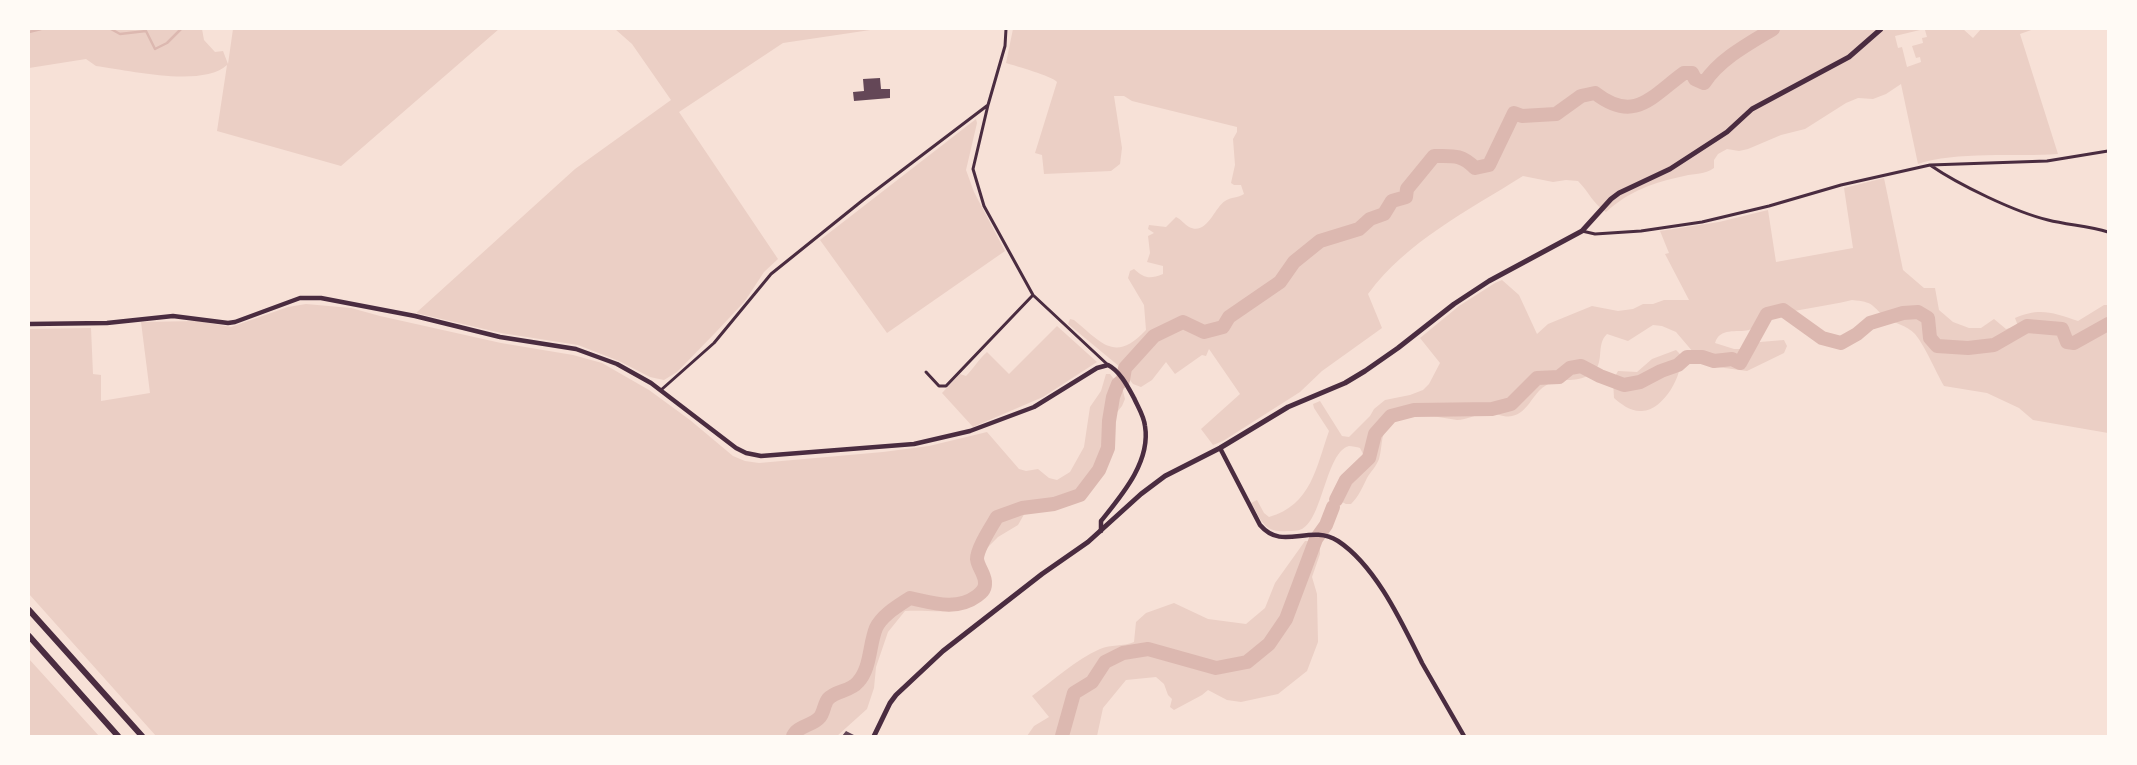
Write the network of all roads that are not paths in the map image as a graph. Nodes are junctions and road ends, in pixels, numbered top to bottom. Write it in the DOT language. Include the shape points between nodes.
graph roads {
  1 [pos="1006,29"];
  2 [pos="1880,29"];
  3 [pos="988,105"];
  4 [pos="2108,150"];
  5 [pos="1930,165"];
  6 [pos="1582,231"];
  7 [pos="2108,232"];
  8 [pos="1033,295"];
  9 [pos="29,324"];
  10 [pos="1108,365"];
  11 [pos="926,372"];
  12 [pos="661,390"];
  13 [pos="1220,448"];
  14 [pos="1101,530"];
  15 [pos="29,610"];
  16 [pos="29,636"];
  17 [pos="118,736"];
  18 [pos="142,736"];
  19 [pos="874,736"];
  20 [pos="1464,736"];
  1 -- 3 [label="street" via="1005,46"];
  2 -- 6 [label="main road" via="1849,57 1752,109 1727,132 1670,169 1619,193"];
  3 -- 8 [label="street" via="973,169 984,206"];
  3 -- 12 [label="street" via="771,274 714,343"];
  4 -- 5 [label="street" via="2047,162"];
  5 -- 6 [label="street" via="1702,222 1641,231 1594,234"];
  5 -- 7 [label="street" via="2028,214"];
  6 -- 13 [label="main road" via="1489,281 1359,375 1288,407"];
  8 -- 10 [label="street"];
  8 -- 11 [label="street" via="946,386 940,386"];
  9 -- 12 [label="street" via="106,323 172,316 228,323 300,298 321,298 500,337 576,349 630,370"];
  10 -- 12 [label="street" via="1097,368 1034,407 970,431 914,444 761,456 736,448"];
  10 -- 14 [label="street" via="1130,389 1146,428 1139,467 1118,501 1100,521"];
  13 -- 14 [label="main road" via="1165,476"];
  13 -- 20 [label="street" via="1267,533 1281,538 1324,535 1347,548 1398,612 1434,685"];
  14 -- 19 [label="main road" via="943,651 896,695"];
  15 -- 18 [label="highway"];
  16 -- 17 [label="highway"];
}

-*-

EXERCISE DIRECTIONS: Extract each line from the entries above that contains the string "roads".

EXERCISE ANSWER:
Write the network of all roads that are not paths in the map image as a graph. Nodes are junctions and road ends, in pixels, numbered top to bottom. Write it in the DOT language. Include the shape points between nodes.
graph roads {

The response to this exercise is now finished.